Problem: Using the entries that follow, write out the line containing "ring mcp: (165, 227)", the line containing "pinky dip: (504, 381)", and every line between them, exactly and nothing else.

★ ★ ★ ★ ★

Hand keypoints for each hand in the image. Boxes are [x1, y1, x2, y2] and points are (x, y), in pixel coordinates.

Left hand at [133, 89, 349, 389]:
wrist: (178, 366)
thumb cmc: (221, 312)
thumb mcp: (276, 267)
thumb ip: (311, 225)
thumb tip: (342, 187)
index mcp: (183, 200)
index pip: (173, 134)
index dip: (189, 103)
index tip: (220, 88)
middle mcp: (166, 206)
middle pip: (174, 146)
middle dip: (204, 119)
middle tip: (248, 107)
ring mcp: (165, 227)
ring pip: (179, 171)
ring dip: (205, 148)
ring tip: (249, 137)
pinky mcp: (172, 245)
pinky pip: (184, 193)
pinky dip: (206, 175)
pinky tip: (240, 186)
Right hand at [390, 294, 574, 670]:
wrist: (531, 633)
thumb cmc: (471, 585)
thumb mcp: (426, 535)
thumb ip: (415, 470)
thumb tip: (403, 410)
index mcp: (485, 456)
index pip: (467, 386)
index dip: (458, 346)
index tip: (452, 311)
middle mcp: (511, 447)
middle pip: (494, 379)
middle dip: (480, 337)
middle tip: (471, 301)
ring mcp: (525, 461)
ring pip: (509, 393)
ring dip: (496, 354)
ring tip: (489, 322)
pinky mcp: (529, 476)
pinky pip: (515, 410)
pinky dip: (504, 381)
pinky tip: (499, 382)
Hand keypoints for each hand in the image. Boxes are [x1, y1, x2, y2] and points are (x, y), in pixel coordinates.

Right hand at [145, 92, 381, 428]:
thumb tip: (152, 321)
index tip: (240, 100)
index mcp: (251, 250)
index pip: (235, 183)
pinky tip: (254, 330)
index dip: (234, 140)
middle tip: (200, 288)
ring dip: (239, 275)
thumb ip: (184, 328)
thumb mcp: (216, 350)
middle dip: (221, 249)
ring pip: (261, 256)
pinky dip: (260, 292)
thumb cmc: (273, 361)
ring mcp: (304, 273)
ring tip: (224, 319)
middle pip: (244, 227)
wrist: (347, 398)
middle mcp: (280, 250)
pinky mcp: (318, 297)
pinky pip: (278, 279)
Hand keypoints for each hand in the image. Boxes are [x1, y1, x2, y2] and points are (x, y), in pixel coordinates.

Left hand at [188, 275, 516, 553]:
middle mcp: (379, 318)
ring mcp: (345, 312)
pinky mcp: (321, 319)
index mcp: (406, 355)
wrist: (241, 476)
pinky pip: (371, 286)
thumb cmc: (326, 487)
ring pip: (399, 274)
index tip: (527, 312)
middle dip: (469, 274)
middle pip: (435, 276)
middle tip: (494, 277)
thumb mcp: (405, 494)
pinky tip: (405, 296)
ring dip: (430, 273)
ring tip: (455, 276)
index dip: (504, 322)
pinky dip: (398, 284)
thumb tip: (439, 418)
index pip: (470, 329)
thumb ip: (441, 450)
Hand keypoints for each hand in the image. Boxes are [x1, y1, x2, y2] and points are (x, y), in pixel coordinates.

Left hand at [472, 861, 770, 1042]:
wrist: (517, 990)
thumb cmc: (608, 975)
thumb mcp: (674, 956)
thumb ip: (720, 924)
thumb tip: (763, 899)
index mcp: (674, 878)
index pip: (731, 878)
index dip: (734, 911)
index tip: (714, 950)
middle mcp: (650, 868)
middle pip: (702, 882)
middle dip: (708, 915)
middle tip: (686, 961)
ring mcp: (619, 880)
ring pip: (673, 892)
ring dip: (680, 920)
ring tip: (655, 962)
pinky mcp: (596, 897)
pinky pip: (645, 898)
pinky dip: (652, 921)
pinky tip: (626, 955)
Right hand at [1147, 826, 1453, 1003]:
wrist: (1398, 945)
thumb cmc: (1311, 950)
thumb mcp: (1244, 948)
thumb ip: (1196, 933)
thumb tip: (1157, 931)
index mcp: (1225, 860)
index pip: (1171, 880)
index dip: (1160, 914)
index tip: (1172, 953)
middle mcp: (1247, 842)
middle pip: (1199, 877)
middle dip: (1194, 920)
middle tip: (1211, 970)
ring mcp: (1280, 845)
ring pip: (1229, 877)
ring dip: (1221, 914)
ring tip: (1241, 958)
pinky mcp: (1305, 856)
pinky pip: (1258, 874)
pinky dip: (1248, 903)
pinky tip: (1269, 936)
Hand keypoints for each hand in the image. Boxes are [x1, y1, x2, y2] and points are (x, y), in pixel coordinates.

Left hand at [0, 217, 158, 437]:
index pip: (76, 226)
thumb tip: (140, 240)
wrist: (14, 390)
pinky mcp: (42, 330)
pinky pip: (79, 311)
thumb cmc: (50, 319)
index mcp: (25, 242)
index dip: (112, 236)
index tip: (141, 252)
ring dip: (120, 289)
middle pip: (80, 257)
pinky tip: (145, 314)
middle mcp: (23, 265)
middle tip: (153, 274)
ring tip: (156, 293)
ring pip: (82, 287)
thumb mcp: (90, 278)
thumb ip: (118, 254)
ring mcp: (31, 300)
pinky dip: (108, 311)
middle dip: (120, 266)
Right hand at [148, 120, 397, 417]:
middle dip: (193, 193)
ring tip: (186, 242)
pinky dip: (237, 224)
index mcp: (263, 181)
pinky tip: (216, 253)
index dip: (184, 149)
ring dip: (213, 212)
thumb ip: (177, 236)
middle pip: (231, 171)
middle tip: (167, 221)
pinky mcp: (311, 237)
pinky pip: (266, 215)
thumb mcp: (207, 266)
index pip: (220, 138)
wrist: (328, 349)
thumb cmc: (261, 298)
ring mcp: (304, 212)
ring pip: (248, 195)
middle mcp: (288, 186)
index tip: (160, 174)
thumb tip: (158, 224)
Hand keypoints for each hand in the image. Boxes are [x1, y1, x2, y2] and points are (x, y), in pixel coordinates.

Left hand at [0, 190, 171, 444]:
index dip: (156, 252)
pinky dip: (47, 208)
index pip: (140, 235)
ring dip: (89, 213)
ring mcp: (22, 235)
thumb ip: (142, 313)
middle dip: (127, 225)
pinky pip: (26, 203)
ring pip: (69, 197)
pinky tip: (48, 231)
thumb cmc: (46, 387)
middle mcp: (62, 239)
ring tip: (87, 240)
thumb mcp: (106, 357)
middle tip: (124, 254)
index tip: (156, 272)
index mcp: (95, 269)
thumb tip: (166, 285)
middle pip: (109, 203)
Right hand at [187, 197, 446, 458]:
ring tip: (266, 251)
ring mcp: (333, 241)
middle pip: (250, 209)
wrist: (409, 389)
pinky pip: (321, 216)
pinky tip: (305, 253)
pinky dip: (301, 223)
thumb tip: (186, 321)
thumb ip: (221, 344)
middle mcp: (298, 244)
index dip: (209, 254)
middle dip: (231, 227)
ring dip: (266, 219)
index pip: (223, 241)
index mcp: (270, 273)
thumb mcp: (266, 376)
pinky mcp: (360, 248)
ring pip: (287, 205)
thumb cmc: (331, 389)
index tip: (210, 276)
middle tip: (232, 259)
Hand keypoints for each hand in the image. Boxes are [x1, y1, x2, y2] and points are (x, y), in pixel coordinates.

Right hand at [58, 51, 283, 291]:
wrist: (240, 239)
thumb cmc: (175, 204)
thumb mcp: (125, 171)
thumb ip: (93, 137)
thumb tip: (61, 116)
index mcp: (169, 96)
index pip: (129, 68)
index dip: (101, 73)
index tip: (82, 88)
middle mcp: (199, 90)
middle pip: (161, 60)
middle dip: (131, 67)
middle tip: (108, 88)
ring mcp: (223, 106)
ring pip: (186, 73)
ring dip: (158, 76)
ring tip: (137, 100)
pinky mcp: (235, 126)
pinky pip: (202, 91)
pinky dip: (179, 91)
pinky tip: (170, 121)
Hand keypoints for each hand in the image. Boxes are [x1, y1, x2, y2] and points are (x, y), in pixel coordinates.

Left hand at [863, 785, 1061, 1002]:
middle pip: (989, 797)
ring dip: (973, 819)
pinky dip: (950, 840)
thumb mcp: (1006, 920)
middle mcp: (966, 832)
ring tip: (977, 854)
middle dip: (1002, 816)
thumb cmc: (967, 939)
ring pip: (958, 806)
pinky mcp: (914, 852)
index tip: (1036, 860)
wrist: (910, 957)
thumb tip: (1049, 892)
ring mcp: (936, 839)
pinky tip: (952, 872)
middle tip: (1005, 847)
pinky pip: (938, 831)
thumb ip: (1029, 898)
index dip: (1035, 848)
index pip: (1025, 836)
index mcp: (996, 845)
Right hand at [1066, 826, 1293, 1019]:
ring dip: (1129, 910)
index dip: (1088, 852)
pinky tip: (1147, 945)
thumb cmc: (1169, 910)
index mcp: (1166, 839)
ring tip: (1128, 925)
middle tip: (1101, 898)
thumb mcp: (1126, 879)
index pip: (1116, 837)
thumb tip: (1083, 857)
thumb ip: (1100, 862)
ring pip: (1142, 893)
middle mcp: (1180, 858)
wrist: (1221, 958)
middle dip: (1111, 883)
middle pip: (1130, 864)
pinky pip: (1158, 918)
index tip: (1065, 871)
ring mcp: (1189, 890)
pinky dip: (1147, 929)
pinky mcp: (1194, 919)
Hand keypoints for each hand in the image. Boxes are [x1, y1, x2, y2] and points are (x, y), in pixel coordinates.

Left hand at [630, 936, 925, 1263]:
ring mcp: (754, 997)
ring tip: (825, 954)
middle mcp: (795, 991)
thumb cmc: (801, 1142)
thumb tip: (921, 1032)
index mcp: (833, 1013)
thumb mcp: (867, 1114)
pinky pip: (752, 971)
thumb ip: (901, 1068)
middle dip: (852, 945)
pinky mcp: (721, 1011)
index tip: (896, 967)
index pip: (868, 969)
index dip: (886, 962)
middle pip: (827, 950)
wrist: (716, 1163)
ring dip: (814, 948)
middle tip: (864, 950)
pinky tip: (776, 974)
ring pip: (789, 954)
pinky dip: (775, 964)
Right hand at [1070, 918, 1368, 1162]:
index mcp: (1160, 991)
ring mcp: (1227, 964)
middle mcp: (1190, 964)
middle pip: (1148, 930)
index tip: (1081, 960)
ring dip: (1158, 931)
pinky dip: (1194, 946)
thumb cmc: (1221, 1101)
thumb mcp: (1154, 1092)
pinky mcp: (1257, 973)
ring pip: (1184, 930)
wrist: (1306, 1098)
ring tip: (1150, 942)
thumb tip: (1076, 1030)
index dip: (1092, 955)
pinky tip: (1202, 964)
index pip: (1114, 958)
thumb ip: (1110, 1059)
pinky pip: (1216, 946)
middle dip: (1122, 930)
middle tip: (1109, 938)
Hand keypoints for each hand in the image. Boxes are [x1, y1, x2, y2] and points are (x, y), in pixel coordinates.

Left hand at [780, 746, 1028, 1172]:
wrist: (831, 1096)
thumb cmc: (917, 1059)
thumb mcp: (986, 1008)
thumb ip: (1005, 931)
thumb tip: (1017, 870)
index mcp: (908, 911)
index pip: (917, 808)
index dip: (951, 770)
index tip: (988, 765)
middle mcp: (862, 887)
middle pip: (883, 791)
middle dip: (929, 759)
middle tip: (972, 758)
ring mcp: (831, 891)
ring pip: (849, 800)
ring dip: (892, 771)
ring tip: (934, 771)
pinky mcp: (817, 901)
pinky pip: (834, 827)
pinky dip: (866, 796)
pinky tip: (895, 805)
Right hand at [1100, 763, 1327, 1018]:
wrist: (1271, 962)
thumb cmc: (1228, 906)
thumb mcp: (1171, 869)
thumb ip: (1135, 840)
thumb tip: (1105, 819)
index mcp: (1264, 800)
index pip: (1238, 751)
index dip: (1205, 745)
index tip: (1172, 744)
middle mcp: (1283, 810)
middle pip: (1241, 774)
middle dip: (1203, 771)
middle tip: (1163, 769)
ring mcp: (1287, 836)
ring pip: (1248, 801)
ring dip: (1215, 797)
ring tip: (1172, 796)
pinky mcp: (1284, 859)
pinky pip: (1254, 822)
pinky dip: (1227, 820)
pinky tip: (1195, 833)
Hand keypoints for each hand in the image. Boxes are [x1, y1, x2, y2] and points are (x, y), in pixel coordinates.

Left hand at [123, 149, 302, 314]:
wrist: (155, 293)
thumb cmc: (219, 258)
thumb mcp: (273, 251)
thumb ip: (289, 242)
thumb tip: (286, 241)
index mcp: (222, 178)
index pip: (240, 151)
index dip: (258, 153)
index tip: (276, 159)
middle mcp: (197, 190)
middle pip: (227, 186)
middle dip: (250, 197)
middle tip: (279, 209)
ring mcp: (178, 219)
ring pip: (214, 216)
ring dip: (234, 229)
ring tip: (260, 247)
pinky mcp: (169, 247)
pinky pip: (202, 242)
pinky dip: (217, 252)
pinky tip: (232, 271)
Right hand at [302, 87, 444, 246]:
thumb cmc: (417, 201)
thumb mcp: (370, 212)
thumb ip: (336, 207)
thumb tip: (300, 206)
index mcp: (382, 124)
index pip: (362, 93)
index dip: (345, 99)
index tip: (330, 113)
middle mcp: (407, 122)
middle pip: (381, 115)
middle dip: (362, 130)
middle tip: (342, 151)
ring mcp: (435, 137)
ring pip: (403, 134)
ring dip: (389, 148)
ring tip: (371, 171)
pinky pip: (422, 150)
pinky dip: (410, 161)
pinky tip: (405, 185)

★ ★ ★ ★ ★

Your solution:
ring mcp: (165, 227)
ring pip: (179, 171)
ring dip: (205, 148)
ring tip: (249, 137)
pinky mcp: (172, 245)
pinky pip: (184, 193)
pinky dip: (206, 175)
pinky tip: (240, 186)
Right hand at [390, 294, 574, 670]:
wrist: (531, 633)
thumb cmc: (471, 585)
thumb mcp: (426, 535)
thumb ip: (415, 470)
thumb tip: (403, 410)
index mcp: (485, 456)
index pip: (467, 386)
index dip: (458, 346)
index tip: (452, 311)
middle mcp: (511, 447)
middle pip: (494, 379)
middle dip: (480, 337)
middle tip: (471, 301)
ring mcp: (525, 461)
ring pip: (509, 393)
ring dip: (496, 354)
ring tip: (489, 322)
pinky mcp: (529, 476)
pinky pip: (515, 410)
pinky dip: (504, 381)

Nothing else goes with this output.